◆ **Your assignment**:
Everything from the line containing "middle tip: (1161, 724)" through the line containing "index mcp: (1160, 678)" in the listing below should be copied exactly, and nothing more.

◆ **Material for this task**:
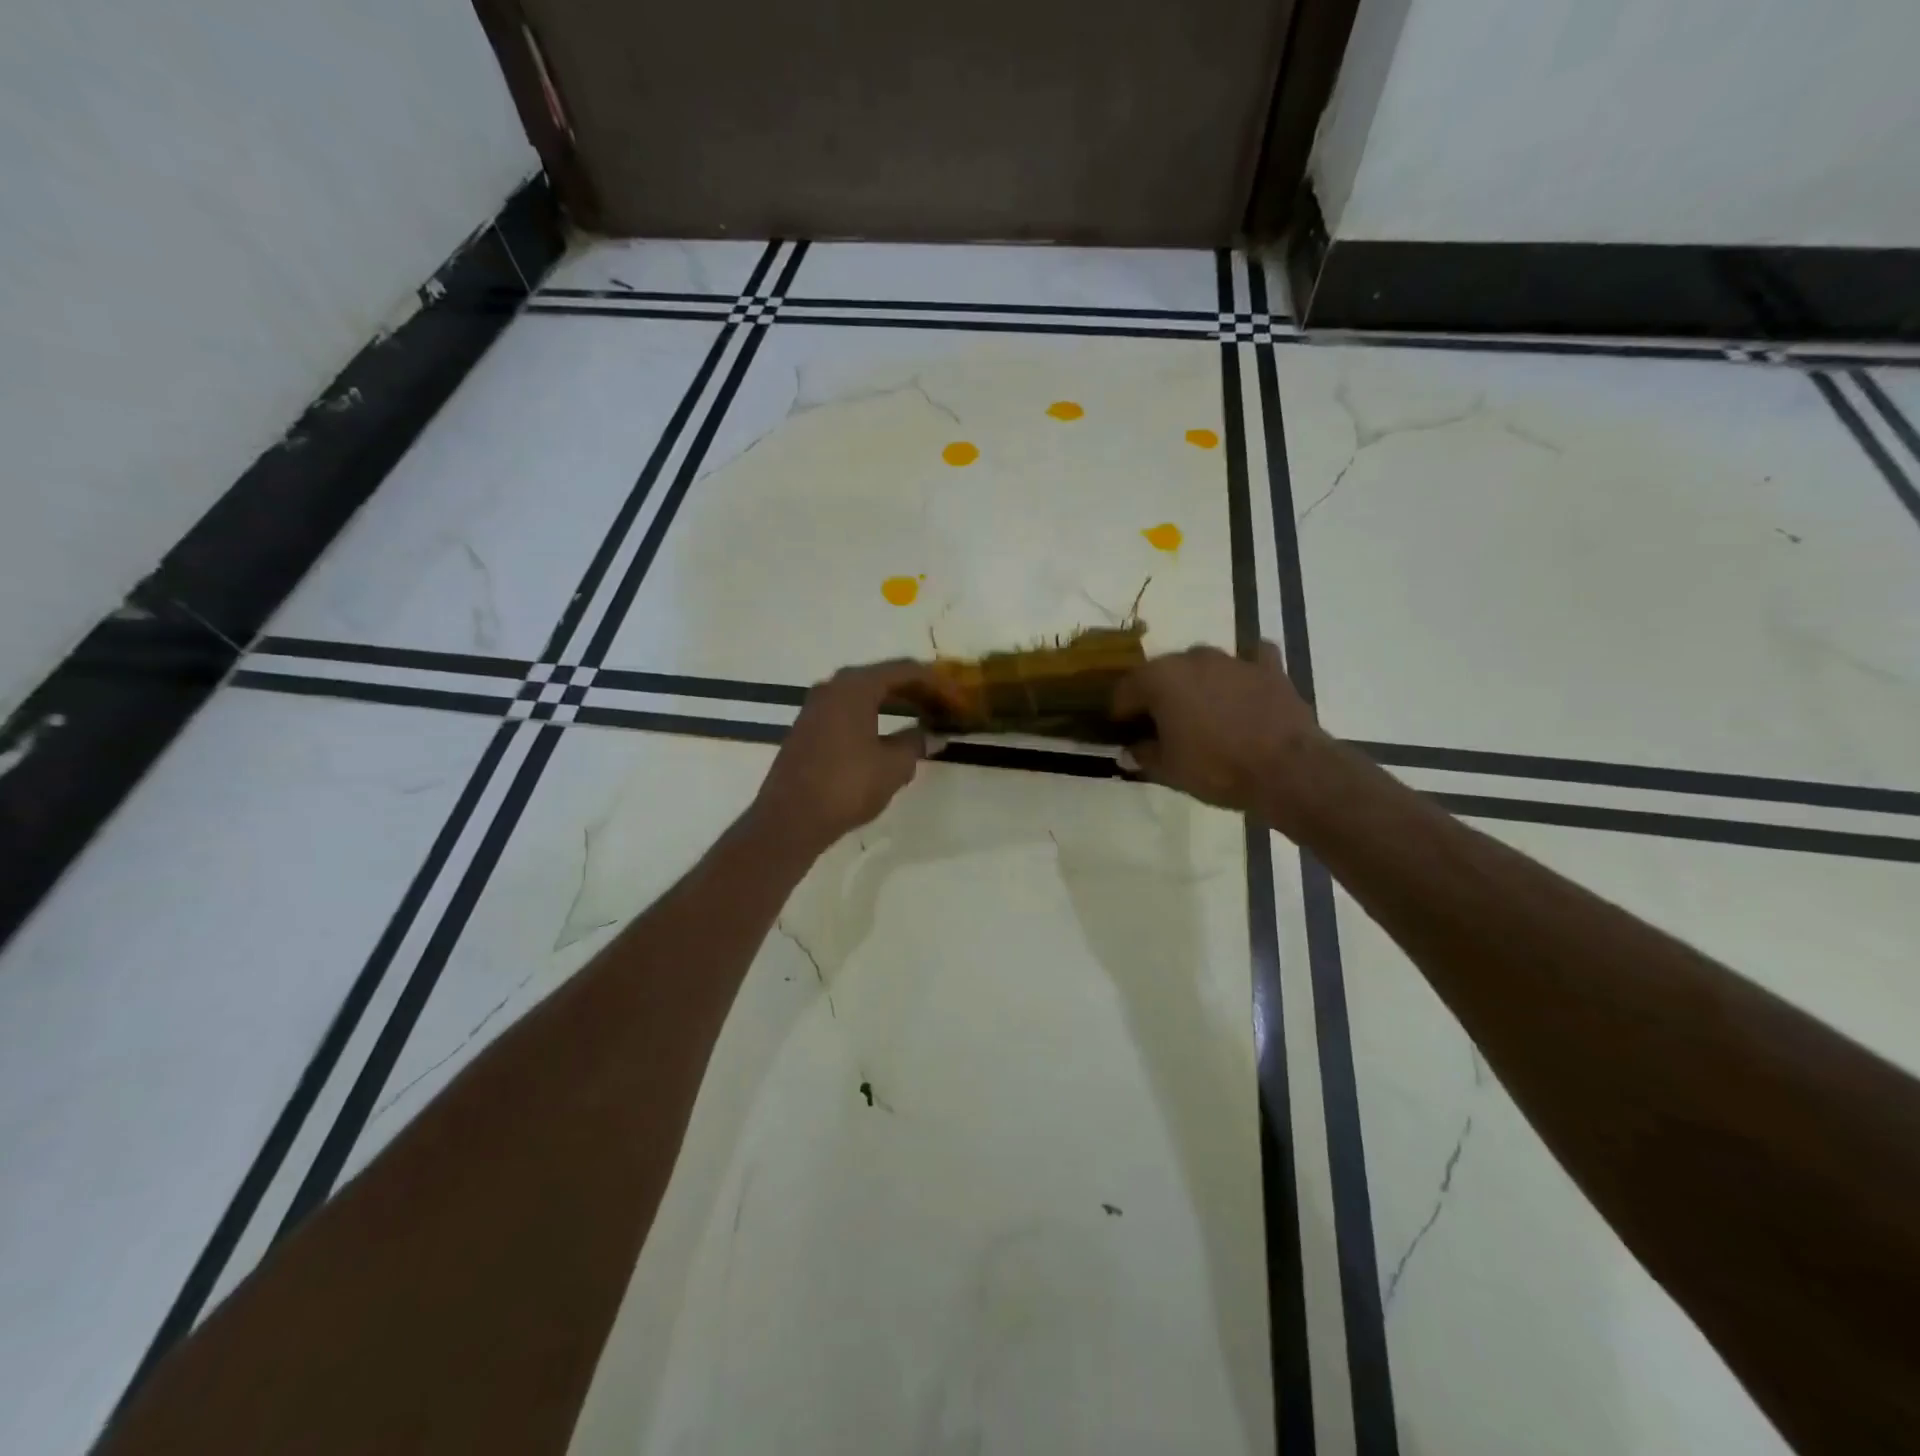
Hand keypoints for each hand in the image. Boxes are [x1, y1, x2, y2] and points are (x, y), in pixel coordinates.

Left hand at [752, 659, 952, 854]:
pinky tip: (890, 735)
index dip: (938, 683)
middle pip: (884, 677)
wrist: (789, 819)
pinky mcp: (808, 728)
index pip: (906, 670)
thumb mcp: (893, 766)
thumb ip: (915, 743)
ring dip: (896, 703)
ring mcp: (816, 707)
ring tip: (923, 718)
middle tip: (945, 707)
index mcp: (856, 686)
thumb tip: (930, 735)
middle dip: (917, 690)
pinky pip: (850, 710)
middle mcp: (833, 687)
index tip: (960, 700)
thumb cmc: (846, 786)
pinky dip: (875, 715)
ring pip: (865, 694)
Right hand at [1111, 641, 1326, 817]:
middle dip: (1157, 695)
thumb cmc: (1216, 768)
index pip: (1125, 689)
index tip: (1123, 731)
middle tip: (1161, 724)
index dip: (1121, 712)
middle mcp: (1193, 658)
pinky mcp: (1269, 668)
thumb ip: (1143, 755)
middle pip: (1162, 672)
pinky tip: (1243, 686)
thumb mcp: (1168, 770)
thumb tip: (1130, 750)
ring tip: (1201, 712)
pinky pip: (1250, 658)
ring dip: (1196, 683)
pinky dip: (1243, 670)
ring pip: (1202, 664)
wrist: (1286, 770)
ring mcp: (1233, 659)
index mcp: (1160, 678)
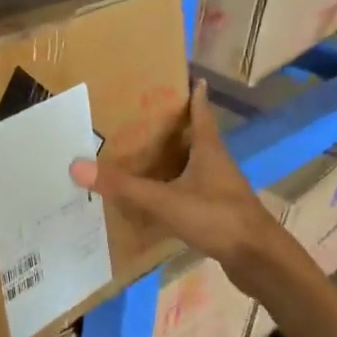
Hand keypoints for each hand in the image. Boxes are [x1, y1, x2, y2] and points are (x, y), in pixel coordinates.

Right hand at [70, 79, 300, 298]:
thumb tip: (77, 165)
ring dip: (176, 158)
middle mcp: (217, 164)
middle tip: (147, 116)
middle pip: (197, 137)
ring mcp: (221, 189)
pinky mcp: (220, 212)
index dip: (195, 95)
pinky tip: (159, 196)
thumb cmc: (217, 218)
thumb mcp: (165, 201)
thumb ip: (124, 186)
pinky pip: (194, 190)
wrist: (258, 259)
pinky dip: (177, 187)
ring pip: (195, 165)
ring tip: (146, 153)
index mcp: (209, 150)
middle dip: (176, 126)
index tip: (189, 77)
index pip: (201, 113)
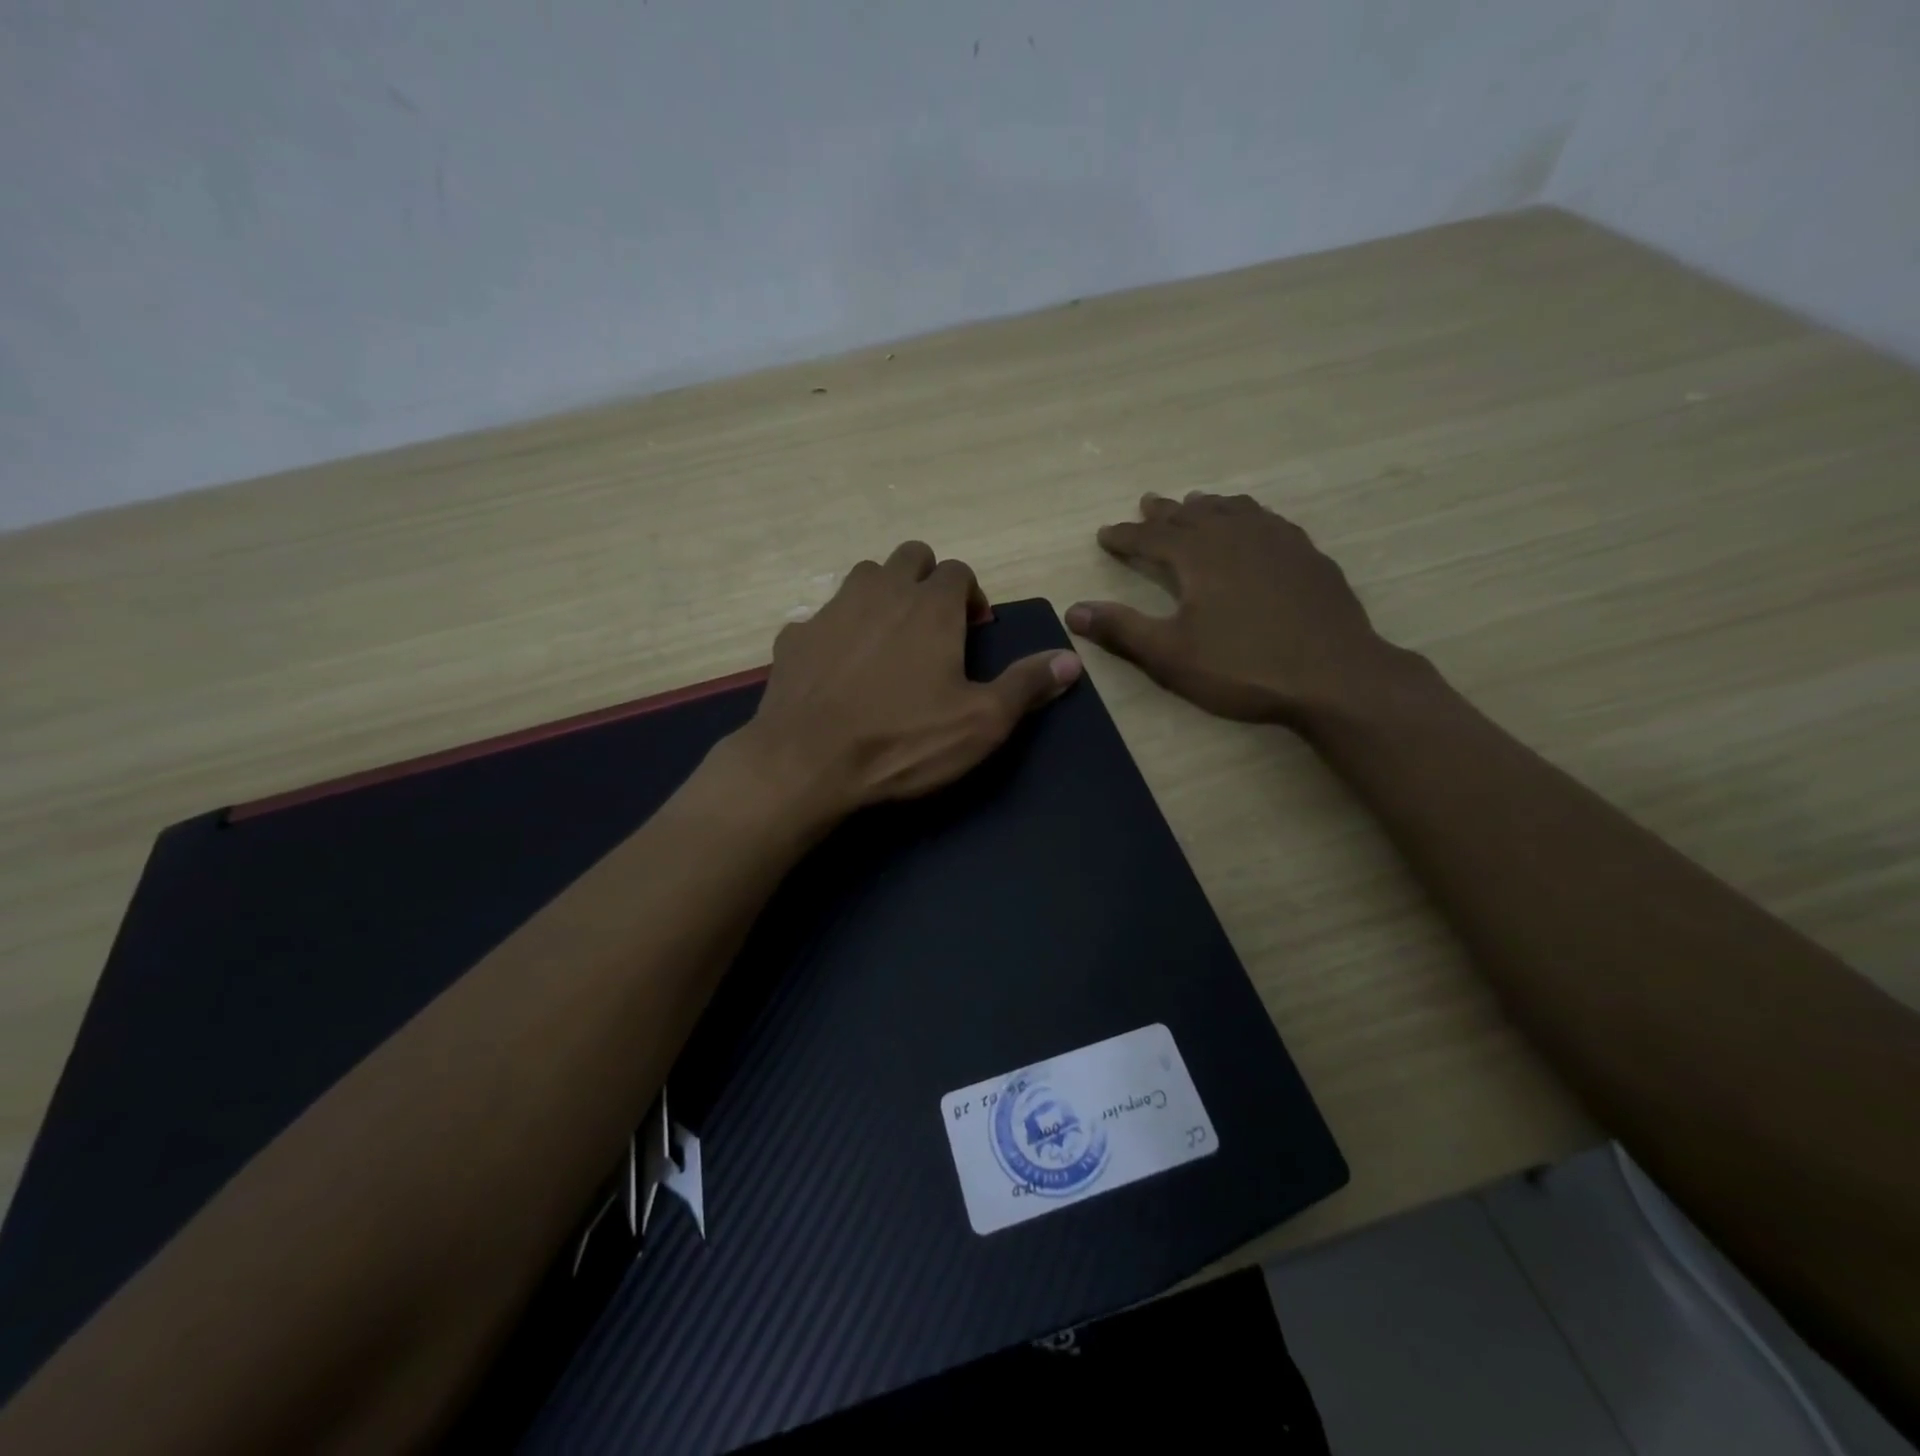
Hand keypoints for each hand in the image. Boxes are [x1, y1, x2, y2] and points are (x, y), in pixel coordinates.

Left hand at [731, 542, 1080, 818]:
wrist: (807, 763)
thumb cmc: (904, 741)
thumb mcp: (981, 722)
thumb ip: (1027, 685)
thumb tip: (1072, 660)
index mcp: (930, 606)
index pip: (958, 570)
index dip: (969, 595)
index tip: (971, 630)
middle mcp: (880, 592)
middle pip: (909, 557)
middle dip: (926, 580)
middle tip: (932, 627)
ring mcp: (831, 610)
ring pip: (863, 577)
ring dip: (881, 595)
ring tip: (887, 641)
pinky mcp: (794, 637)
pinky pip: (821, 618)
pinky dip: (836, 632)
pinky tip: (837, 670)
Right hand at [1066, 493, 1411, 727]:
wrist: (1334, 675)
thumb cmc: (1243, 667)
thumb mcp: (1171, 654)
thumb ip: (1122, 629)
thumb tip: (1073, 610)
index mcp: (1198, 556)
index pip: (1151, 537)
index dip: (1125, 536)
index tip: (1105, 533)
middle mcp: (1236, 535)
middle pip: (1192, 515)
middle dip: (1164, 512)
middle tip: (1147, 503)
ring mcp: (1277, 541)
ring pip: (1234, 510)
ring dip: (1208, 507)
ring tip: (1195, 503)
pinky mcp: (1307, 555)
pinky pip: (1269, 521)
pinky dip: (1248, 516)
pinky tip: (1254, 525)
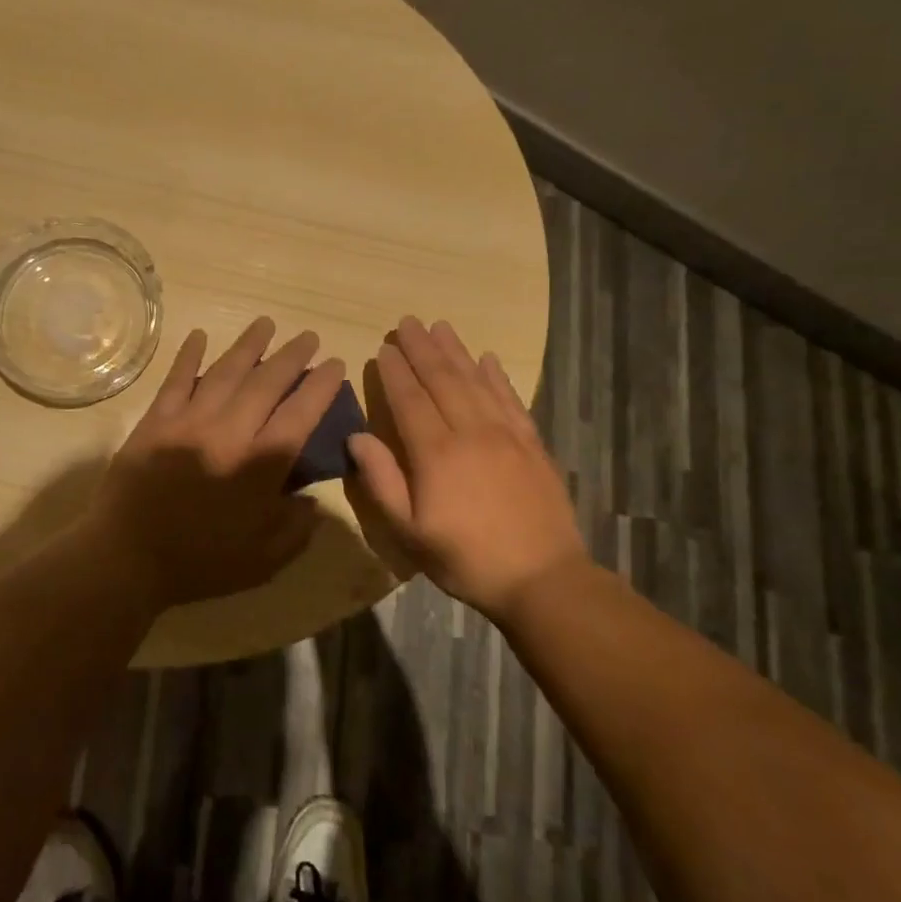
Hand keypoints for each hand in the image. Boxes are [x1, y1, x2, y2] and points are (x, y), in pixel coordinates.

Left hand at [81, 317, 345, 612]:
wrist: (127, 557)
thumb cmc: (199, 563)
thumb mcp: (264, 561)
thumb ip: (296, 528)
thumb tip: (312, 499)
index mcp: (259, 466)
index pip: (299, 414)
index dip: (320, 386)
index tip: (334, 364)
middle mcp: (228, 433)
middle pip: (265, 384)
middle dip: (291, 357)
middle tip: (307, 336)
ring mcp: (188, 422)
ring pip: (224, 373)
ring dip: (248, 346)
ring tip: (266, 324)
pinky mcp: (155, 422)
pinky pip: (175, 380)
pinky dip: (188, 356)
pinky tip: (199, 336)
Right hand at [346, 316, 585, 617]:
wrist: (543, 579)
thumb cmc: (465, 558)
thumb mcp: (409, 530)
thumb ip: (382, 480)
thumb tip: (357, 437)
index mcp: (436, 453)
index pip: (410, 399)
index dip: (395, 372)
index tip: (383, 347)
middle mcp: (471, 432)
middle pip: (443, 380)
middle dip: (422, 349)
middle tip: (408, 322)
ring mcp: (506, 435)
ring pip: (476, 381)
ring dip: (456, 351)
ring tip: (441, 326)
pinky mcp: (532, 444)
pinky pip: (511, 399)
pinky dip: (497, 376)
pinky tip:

◆ **Result of the task**:
middle tip: (1161, 724)
index dip: (1121, 712)
middle mcp: (1193, 658)
pinky mcp: (1269, 668)
thumb ip: (1143, 755)
middle pip: (1162, 672)
pinky tip: (1243, 686)
thumb mcp: (1168, 770)
thumb tip: (1130, 750)
ring tip: (1201, 712)
pinky pip: (1250, 658)
ring dip: (1196, 683)
pinky dip: (1243, 670)
ring pip: (1202, 664)
wrist: (1286, 770)
ring mcp: (1233, 659)
index mcp: (1160, 678)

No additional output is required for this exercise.